After cancer, sports can fight against fatigue and cognitive failures, two symptoms commonly encountered after the disease, have shown previous studies.
For the purposes of this new work, the participants were included in a protocol called “BEAT Cancer” (Better Exercise Adherence after Treatment for Cancer), consisting of aerobic training exercises in the broad sense for three months. A control group also received the usual care, says the study.
According to the results measured after three months thanks to the Pittsburgh Sleep Quality Index (PSQI), a scale that evaluates sleep patterns and the perceived quality of sleep, “sporting” women reported better sleep and less sleep. sleep disorders, including during the day.

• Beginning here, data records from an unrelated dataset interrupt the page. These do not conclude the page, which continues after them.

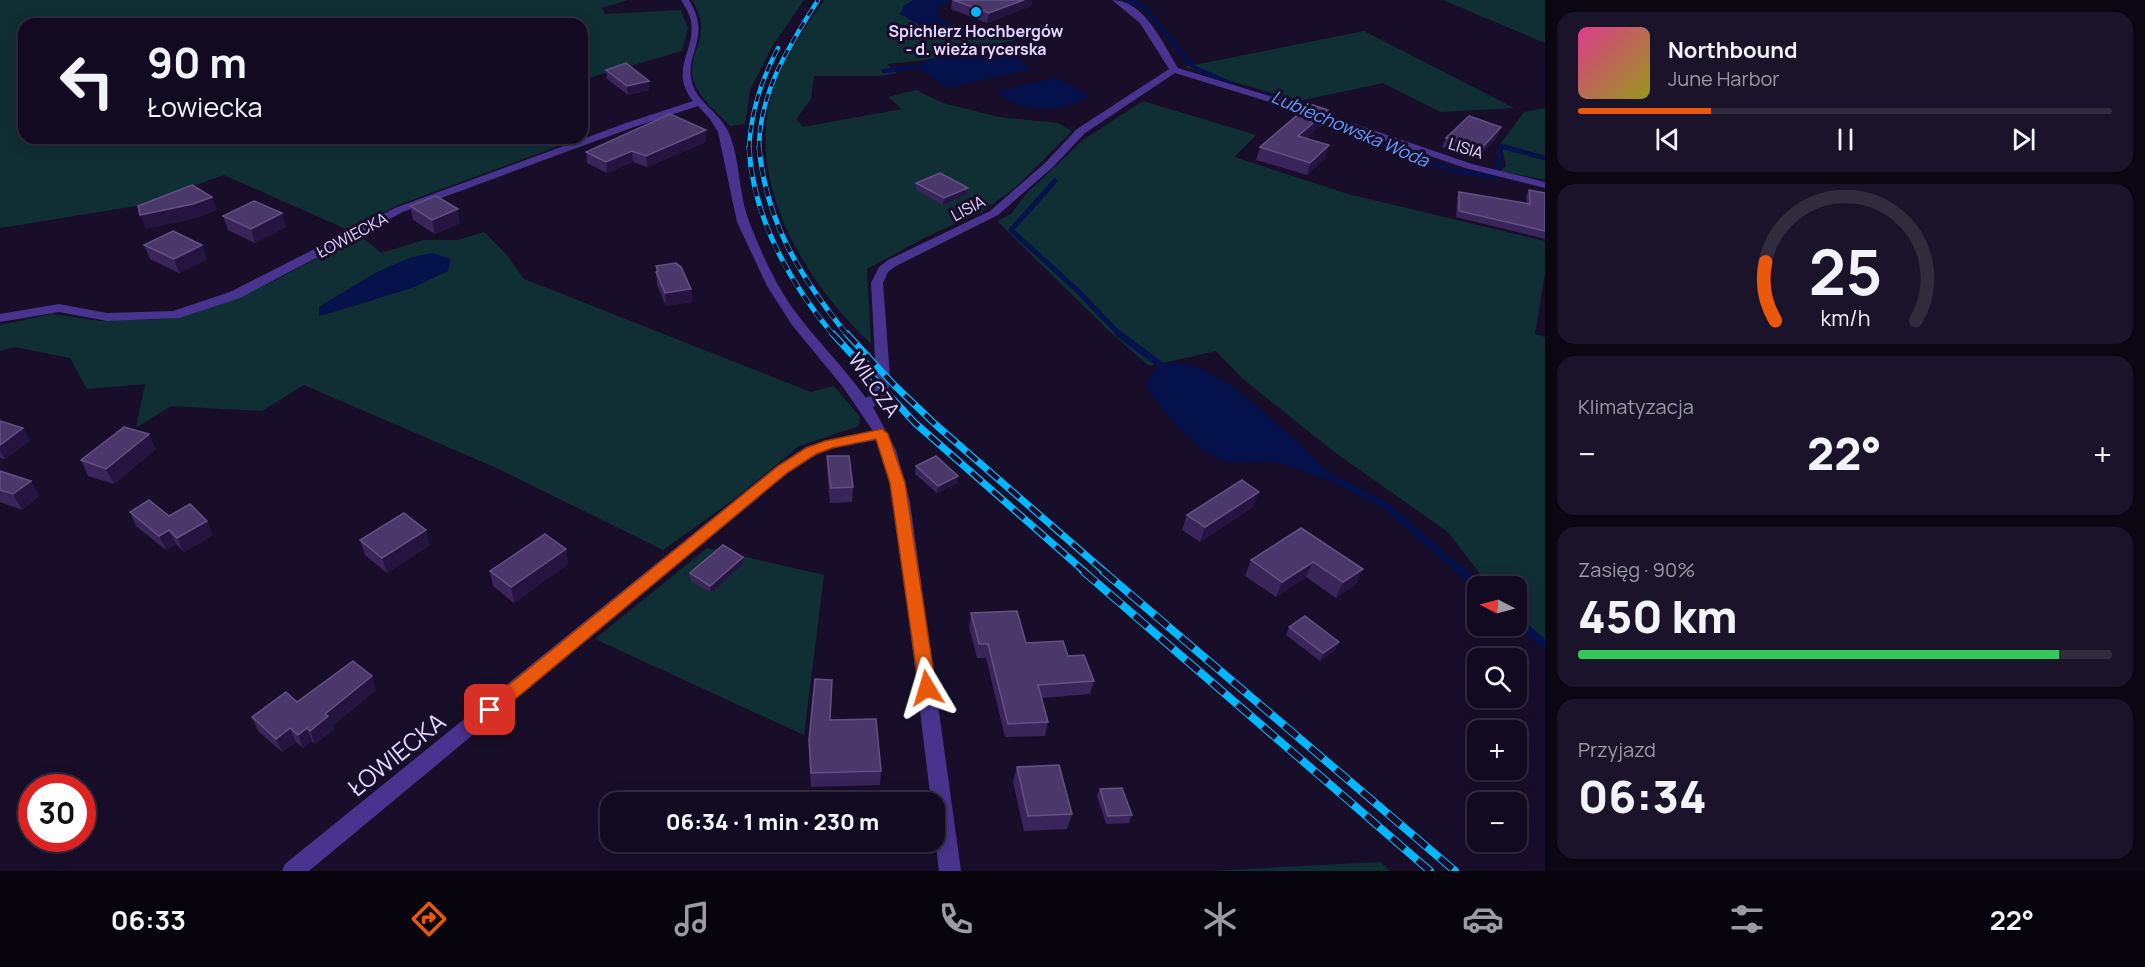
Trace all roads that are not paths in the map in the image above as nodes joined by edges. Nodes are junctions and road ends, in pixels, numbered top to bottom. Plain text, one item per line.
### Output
1 (685, 0) edge
2 (1116, 0) edge
3 (1174, 70) junction
4 (698, 103) junction
5 (588, 140) edge
6 (578, 144) edge
7 (1545, 185) edge
8 (0, 318) edge
9 (864, 406) junction
10 (882, 434) junction
11 (293, 871) edge
12 (950, 871) edge

1 - 4 street, WILCZA
2 - 3 street
3 - 7 street, LISIA
3 - 9 street, LISIA
4 - 5 street, ŁOWIECKA
4 - 9 street, WILCZA
6 - 8 street, ŁOWIECKA
9 - 10 street, WILCZA
10 - 11 street, ŁOWIECKA
10 - 12 street, WILCZA

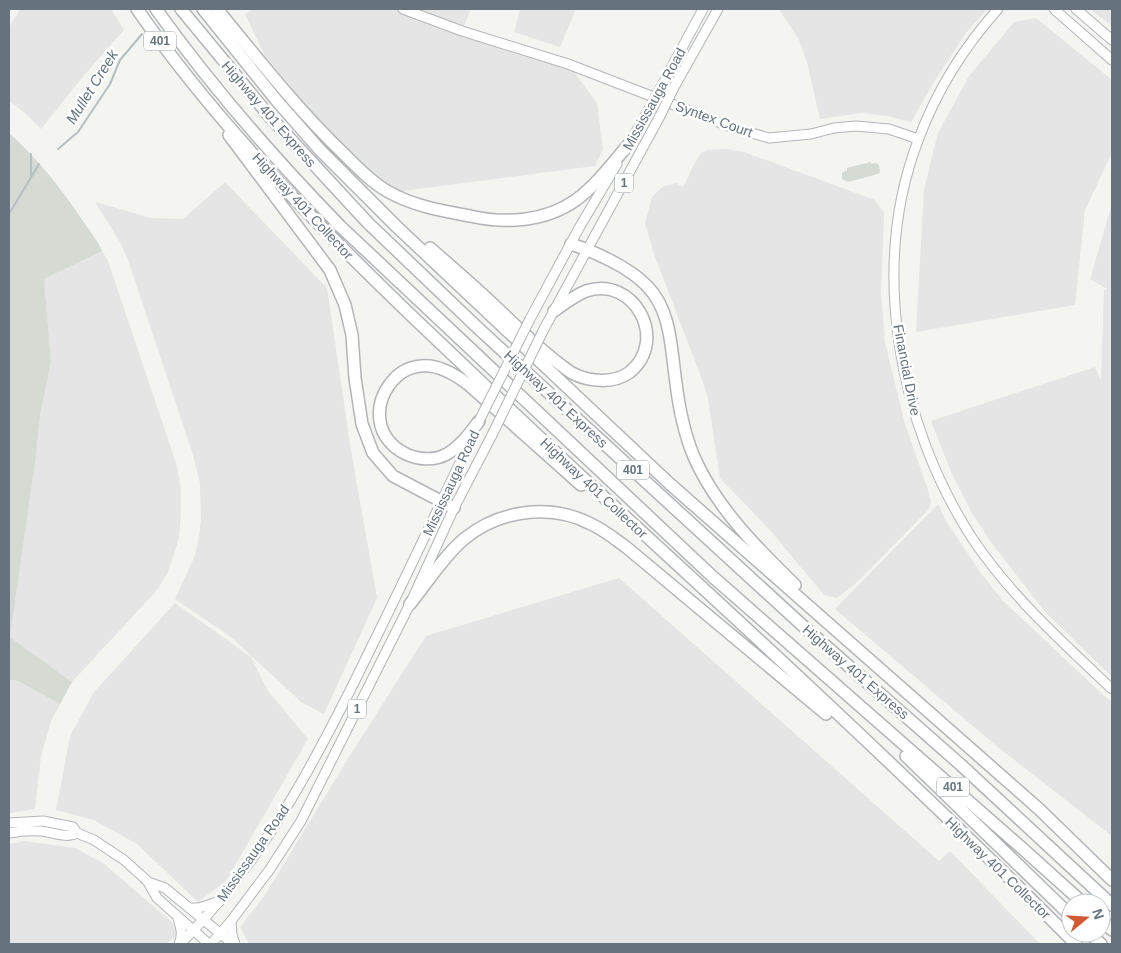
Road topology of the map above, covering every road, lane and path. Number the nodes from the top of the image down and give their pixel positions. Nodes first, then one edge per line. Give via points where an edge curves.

In contrast, the study did not show an increase in the number of people listed as “good sleepers” after six months.
The measurement of complementary sleep obtained from an actigraphe, a physical activity recorder which analyzes, among other things, the cycles of sleep, showed no significant difference between the two groups, after three or six months.
In France, 54,000 new cases of breast cancer are diagnosed each year, at the average age of 63 years. Medical advances now make it possible to obtain 86% survival five years after diagnosis and 76% ten years later.